Karrington v Morrisonn 2023 BCSC 570 dealt with the thorny issue of testimonial competence.
The court appointed a litigation guardian for the personal defendant and then ordered that an examination for discovery of the said demented persona take place as the threshold for testimonial competence is not high.
Under Rule 9-2(8) of the SCFR, a mentally incompetent person can only be examined with leave from the court. Rule 7-2(9) of the Civil Rules is identically worded. The court should grant leave only if the party seeking examination can establish that the proposed examinee can give sufficiently reliable evidence: DeMerchant v. Chow, 2010 BCSC 1447 [DeMerchant] at para. 44.

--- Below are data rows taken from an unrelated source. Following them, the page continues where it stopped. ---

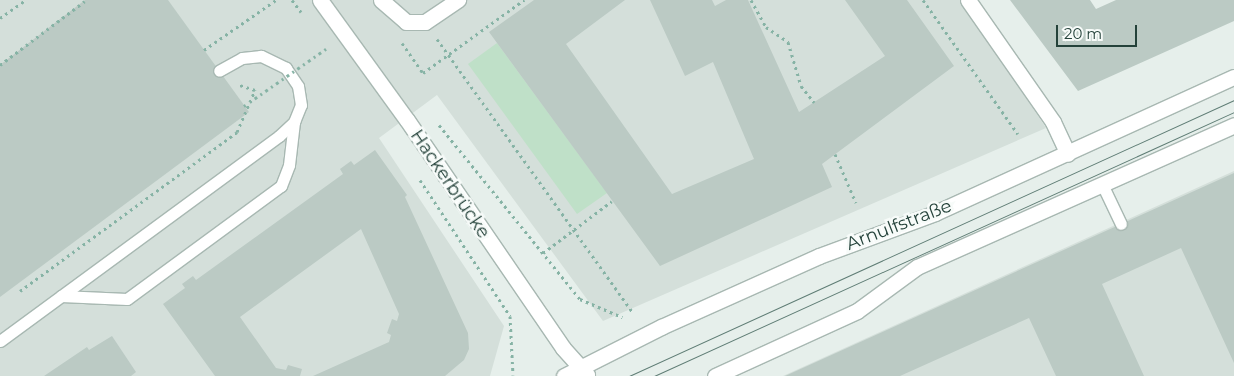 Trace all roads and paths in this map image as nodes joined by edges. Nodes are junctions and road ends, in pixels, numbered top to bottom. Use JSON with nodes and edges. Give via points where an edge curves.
{"nodes":[{"id":1,"x":26,"y":0,"type":"edge"},
{"id":2,"x":276,"y":0,"type":"edge"},
{"id":3,"x":320,"y":0,"type":"edge"},
{"id":4,"x":380,"y":0,"type":"edge"},
{"id":5,"x":458,"y":0,"type":"edge"},
{"id":6,"x":751,"y":0,"type":"edge"},
{"id":7,"x":923,"y":0,"type":"edge"},
{"id":8,"x":968,"y":0,"type":"edge"},
{"id":9,"x":85,"y":1,"type":"edge"},
{"id":10,"x":0,"y":18,"type":"edge"},
{"id":11,"x":425,"y":22,"type":"junction"},
{"id":12,"x":327,"y":48,"type":"dead end"},
{"id":13,"x":204,"y":50,"type":"dead end"},
{"id":14,"x":0,"y":65,"type":"edge"},
{"id":15,"x":219,"y":71,"type":"dead end"},
{"id":16,"x":1234,"y":77,"type":"edge"},
{"id":17,"x":227,"y":82,"type":"dead end"},
{"id":18,"x":814,"y":102,"type":"dead end"},
{"id":19,"x":244,"y":106,"type":"dead end"},
{"id":20,"x":294,"y":122,"type":"junction"},
{"id":21,"x":437,"y":122,"type":"dead end"},
{"id":22,"x":1234,"y":125,"type":"edge"},
{"id":23,"x":1018,"y":134,"type":"dead end"},
{"id":24,"x":835,"y":154,"type":"dead end"},
{"id":25,"x":1068,"y":154,"type":"junction"},
{"id":26,"x":416,"y":175,"type":"dead end"},
{"id":27,"x":1102,"y":184,"type":"junction"},
{"id":28,"x":612,"y":201,"type":"dead end"},
{"id":29,"x":856,"y":203,"type":"dead end"},
{"id":30,"x":1121,"y":224,"type":"dead end"},
{"id":31,"x":574,"y":230,"type":"junction"},
{"id":32,"x":543,"y":253,"type":"junction"},
{"id":33,"x":20,"y":291,"type":"dead end"},
{"id":34,"x":61,"y":296,"type":"junction"},
{"id":35,"x":632,"y":311,"type":"dead end"},
{"id":36,"x":622,"y":317,"type":"dead end"},
{"id":37,"x":0,"y":341,"type":"edge"},
{"id":38,"x":584,"y":372,"type":"edge"},
{"id":39,"x":513,"y":375,"type":"edge"},
{"id":40,"x":564,"y":376,"type":"edge"},
{"id":41,"x":715,"y":376,"type":"edge"}],
"edges":[{"from":1,"to":10,"type":"path"},
{"from":2,"to":13,"type":"path"},
{"from":3,"to":38,"type":"street","name":"Hackerbrücke","via":[[407,120],[563,348]]},
{"from":4,"to":11,"type":"street","via":[[406,22]]},
{"from":5,"to":11,"type":"street"},
{"from":6,"to":18,"type":"path","via":[[766,27],[788,42],[800,86]]},
{"from":7,"to":23,"type":"path"},
{"from":8,"to":25,"type":"street","via":[[1053,122]]},
{"from":9,"to":14,"type":"path"},
{"from":11,"to":31,"type":"path"},
{"from":12,"to":19,"type":"path","bridge":true},
{"from":15,"to":20,"type":"lane","via":[[242,58],[261,56],[286,68],[298,86],[301,105]]},
{"from":16,"to":25,"type":"street","name":"Arnulfstraße"},
{"from":17,"to":33,"type":"path","via":[[255,90],[237,132]]},
{"from":20,"to":34,"type":"lane"},
{"from":20,"to":34,"type":"lane","via":[[289,165],[281,186],[127,299]]},
{"from":21,"to":32,"type":"path"},
{"from":22,"to":27,"type":"street"},
{"from":24,"to":29,"type":"path"},
{"from":25,"to":38,"type":"street","name":"Arnulfstraße","via":[[935,213],[819,256],[661,327]]},
{"from":26,"to":39,"type":"path","via":[[510,316]]},
{"from":27,"to":30,"type":"lane"},
{"from":27,"to":41,"type":"street","via":[[916,266],[857,311]]},
{"from":28,"to":31,"type":"path"},
{"from":31,"to":32,"type":"path"},
{"from":31,"to":35,"type":"path"},
{"from":32,"to":36,"type":"path","via":[[580,299]]},
{"from":34,"to":37,"type":"lane"},
{"from":38,"to":40,"type":"street","name":"Arnulfstraße"}]}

In considering whether the proposed examinee is able to give sufficiently reliable evidence, the elements of testimonial competence may provide useful guidance, namely, the proposed examinee’s capacity to observe, recollect and communicate. If the person satisfies the low threshold of testimonial competence, the court should grant leave for them to be examined, provided the person would not suffer psychological damage in the process.
The onus for showing that a mentally incompetent person should be examined rests on the party seeking examination: Penn v. Secord, [1980] 1 W.W.R. 464, 1979 CanLII 693 (B.C.S.C) at para. 7.
In DeMerchant, the Court frames the inquiry in terms of the reliability of the proposed examinee’s testimony: at paras. 44-47. If the court is satisfied that the person’s evidence would be unreliable, and that examining them would be futile, then leave should not be granted: at para. 44. Ultimately, in that case, the Court declines to grant leave to examine the proposed examinee due to medical evidence indicating that they have a tendency to fill in memory gaps by confabulating.
Courts outside of British Columbia have also considered whether a person under a disability should be examined for discovery. For example, in Abrahamson v. Buckland, [1990] 5 W.W.R. 193, 1990 CanLII 7809 (S.K.C.A.) [Abrahamson], at paras. 32–33, the Saskatchewan Court of Appeal set out a useful framework that has been cited by courts in Saskatchewan, Ontario and Alberta, including the Alberta Court of Appeal in Bilawchuk v. Wawryko, 2002 ABCA 178 at para. 67.
The relevant portions of the framework described in Abrahamson are as follows:
In deciding whether to grant leave, the court should consider whether the person’s evidence would be sufficiently reliable and whether examining them would be futile: DeMerchant at para. 35. In this regard, the court may consider whether the person is “legally fit and qualified to give evidence” (Abrahamson at para. 29) and whether they possess the capacity to observe, recollect and communicate evidence: Marquard at para. 12. If the proposed examinee can give sufficiently reliable evidence, and there is no concern that they would suffer psychological damage in the process, the court should grant leave for them to be examined.
The threshold for testimonial competence is not high. If the person is shown to have basic abilities to observe, recollect and communicate, along with an understanding of the nature of an oath, their evidence should be admitted: Marquard at para. 14.
The authorities indicate that a deficit in a person’s ability to observe, recollect or communicate is not necessarily a disqualifier to testimonial competence. That is because, after it has been determined that their evidence should be admissible, any deficiencies in their ability ought to go to weight: Marquard at para. 14.